■ Requirement ■
Would you show every line from the records that holds "highway"?

(Stored records)
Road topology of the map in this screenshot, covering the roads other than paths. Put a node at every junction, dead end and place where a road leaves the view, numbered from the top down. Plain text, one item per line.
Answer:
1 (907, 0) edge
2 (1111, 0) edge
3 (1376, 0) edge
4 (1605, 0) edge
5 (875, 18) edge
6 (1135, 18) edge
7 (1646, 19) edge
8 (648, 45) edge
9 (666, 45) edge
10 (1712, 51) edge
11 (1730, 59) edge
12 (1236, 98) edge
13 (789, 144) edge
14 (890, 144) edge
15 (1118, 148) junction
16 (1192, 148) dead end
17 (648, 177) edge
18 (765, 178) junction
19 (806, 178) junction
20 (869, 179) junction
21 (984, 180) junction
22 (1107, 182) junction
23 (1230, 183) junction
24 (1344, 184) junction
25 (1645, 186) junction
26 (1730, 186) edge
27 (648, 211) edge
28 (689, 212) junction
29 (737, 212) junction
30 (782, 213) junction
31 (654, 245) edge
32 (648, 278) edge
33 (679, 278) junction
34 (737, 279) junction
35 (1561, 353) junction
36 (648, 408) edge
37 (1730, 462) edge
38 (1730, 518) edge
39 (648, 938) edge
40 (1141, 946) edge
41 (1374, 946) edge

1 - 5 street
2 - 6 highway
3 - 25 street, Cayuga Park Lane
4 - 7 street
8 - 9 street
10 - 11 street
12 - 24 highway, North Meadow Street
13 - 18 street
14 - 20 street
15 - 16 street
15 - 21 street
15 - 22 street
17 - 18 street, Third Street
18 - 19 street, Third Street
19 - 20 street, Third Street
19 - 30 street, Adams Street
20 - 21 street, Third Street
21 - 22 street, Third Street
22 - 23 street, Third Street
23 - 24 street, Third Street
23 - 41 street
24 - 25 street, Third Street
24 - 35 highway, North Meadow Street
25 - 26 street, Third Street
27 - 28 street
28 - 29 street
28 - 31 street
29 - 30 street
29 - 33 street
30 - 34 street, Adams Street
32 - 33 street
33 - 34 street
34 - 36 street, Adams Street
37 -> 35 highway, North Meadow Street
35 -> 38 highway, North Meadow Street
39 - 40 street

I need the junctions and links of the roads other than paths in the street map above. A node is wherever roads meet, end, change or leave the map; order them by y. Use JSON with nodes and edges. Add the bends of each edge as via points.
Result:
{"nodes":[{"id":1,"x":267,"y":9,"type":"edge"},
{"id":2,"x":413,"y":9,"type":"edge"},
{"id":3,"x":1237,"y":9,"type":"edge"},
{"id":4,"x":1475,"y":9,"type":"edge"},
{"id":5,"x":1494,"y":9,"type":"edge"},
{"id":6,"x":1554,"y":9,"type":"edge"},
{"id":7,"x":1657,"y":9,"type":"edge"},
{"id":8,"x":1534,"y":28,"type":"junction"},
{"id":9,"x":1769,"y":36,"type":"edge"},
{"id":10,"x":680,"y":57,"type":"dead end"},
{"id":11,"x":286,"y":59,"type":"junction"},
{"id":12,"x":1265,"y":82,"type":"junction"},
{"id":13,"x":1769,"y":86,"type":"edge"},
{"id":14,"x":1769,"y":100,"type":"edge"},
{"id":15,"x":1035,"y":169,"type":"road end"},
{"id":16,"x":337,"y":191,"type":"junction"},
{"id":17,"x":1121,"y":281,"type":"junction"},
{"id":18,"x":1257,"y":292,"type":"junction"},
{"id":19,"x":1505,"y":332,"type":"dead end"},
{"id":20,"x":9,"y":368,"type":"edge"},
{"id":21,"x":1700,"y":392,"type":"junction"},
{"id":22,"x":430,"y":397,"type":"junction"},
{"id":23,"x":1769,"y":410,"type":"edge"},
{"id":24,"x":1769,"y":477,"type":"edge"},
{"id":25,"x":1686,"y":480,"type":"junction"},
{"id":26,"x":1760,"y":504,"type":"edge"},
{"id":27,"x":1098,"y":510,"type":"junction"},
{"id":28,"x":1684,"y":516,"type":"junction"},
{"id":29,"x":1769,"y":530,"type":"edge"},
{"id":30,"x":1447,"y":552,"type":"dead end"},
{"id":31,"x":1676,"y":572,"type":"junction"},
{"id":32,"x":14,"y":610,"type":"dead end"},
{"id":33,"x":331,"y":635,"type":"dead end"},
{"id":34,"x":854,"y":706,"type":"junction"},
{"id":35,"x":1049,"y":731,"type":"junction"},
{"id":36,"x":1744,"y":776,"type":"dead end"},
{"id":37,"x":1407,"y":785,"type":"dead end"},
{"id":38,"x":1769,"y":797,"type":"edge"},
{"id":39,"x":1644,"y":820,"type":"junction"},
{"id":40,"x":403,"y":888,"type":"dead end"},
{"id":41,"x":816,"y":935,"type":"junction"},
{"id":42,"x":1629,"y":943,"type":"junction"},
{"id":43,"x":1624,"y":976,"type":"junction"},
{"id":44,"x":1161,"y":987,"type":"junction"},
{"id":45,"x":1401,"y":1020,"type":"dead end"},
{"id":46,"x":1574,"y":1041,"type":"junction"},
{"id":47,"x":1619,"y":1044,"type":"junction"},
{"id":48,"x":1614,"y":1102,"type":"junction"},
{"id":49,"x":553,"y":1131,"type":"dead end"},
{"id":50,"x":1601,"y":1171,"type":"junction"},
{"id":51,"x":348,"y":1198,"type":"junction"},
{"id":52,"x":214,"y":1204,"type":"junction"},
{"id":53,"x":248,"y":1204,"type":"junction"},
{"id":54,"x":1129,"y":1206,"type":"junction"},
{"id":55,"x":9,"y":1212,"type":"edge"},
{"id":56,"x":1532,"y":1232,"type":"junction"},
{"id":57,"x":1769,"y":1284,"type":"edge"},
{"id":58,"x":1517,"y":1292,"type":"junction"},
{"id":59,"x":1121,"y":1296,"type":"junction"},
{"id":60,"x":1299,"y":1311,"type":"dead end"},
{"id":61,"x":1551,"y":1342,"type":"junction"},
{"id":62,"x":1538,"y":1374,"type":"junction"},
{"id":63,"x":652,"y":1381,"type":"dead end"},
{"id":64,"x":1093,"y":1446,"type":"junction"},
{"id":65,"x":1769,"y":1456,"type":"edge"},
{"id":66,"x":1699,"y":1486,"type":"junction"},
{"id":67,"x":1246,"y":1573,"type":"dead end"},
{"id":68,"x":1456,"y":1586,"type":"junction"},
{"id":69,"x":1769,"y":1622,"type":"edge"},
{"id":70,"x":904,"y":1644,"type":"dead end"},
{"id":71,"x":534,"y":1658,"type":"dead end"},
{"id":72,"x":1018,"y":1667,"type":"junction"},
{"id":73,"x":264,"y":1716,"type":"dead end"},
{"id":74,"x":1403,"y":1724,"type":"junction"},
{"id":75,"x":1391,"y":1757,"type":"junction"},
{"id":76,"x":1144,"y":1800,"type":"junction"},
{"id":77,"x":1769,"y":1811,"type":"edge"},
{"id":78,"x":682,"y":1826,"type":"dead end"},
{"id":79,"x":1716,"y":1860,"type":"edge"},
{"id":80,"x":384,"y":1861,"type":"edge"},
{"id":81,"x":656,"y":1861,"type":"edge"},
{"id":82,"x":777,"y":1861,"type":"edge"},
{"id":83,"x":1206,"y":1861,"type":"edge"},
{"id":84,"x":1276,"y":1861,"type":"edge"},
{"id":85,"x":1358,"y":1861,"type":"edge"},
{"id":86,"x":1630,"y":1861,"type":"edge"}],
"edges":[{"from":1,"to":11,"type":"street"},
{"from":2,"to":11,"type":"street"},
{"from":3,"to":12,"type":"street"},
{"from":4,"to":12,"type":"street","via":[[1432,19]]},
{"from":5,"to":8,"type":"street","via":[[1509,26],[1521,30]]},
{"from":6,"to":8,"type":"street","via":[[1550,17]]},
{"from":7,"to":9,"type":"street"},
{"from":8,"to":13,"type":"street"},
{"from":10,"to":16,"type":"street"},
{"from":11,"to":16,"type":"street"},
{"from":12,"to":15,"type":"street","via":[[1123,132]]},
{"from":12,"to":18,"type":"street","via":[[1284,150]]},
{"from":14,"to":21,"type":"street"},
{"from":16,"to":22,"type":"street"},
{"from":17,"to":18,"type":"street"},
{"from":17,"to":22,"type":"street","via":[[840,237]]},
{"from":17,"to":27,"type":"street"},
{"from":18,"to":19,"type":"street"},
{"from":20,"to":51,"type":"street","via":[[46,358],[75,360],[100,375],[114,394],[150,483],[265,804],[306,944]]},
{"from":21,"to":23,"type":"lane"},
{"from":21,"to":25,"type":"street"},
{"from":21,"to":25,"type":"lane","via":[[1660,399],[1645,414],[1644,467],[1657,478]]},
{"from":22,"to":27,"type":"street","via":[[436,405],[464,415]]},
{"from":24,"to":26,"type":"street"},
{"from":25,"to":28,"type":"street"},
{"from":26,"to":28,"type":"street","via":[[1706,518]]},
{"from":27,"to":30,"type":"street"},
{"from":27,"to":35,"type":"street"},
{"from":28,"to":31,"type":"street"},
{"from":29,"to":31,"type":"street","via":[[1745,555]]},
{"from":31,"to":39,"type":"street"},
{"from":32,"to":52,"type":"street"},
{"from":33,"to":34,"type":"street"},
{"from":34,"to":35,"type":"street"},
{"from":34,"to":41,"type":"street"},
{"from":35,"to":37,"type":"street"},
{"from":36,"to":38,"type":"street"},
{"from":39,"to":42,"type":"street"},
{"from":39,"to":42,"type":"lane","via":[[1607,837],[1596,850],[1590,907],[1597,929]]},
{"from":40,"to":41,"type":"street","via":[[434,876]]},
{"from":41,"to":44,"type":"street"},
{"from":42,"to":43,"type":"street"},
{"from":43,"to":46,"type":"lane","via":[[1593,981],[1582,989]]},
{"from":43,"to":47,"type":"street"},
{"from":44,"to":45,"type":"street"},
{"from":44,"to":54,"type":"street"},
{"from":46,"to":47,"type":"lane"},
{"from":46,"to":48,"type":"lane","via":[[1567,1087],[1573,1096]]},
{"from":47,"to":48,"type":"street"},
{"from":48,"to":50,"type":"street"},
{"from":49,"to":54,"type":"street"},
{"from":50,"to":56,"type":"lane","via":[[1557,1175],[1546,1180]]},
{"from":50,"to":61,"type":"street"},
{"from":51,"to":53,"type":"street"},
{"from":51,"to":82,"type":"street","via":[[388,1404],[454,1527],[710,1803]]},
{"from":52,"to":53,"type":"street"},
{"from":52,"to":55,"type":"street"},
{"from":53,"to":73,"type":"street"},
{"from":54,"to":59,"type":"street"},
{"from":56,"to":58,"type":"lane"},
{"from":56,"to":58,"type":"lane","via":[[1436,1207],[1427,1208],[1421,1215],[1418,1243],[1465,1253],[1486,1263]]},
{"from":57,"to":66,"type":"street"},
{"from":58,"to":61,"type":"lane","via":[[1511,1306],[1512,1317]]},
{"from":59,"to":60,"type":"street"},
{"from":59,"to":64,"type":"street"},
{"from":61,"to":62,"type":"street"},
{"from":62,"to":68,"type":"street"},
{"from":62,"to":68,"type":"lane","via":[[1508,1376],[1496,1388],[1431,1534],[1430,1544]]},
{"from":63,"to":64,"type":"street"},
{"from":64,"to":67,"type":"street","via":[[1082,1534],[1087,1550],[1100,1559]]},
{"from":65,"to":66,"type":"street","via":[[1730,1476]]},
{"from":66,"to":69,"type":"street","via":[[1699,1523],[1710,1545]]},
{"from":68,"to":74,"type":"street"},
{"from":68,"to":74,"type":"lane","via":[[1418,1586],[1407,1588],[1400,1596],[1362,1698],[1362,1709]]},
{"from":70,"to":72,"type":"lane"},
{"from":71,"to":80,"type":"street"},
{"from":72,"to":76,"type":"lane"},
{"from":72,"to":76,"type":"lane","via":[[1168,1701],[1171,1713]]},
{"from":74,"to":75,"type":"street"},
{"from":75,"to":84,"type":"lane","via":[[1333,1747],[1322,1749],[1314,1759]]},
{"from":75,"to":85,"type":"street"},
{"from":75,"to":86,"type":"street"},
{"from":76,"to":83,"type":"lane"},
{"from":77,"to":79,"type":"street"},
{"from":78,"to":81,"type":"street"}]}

■ Response area ■
2 - 6 highway
12 - 24 highway, North Meadow Street
24 - 35 highway, North Meadow Street
37 -> 35 highway, North Meadow Street
35 -> 38 highway, North Meadow Street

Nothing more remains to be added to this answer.